[PROBLEM]
From the entries below, please gather each line containing the string "Chaves".

[Dataset items]
□ □ □ □ □
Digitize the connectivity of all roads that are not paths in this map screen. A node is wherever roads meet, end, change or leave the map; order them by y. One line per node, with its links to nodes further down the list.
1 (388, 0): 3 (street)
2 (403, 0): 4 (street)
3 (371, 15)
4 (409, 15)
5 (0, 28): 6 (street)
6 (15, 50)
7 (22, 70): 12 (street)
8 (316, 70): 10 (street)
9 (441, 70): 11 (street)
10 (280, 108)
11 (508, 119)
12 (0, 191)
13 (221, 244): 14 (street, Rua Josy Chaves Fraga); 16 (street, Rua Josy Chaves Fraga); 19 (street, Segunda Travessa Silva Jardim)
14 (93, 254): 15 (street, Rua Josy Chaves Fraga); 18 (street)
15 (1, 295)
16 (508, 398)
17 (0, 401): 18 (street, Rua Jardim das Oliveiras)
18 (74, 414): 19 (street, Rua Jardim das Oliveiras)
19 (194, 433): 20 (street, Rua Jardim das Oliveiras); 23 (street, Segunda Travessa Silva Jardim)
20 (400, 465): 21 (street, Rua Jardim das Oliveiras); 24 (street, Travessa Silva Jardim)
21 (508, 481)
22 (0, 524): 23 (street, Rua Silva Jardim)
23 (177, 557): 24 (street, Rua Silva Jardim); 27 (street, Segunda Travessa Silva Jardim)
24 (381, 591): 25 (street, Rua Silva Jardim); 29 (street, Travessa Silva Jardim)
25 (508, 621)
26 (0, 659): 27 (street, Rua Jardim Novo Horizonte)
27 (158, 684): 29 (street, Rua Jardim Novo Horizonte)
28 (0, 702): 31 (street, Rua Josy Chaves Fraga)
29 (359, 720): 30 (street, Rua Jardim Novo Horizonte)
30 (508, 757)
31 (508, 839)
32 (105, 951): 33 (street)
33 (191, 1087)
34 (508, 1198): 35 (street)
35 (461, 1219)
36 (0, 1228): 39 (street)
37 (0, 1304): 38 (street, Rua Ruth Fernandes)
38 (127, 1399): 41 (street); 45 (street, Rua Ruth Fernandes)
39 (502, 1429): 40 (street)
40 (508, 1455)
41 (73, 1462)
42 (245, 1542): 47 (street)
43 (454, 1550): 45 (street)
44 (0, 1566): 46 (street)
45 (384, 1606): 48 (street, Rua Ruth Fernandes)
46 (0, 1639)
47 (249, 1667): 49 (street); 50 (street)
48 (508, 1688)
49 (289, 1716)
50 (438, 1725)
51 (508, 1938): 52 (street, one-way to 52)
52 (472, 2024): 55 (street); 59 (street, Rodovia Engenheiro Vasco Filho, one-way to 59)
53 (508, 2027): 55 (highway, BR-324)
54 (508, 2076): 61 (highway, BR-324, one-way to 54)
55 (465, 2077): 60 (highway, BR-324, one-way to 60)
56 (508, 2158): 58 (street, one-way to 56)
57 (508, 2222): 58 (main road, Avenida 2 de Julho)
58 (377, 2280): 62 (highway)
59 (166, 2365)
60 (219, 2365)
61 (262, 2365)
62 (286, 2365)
□ □ □ □ □
[ANSWER BELOW]
13 (221, 244): 14 (street, Rua Josy Chaves Fraga); 16 (street, Rua Josy Chaves Fraga); 19 (street, Segunda Travessa Silva Jardim)
14 (93, 254): 15 (street, Rua Josy Chaves Fraga); 18 (street)
28 (0, 702): 31 (street, Rua Josy Chaves Fraga)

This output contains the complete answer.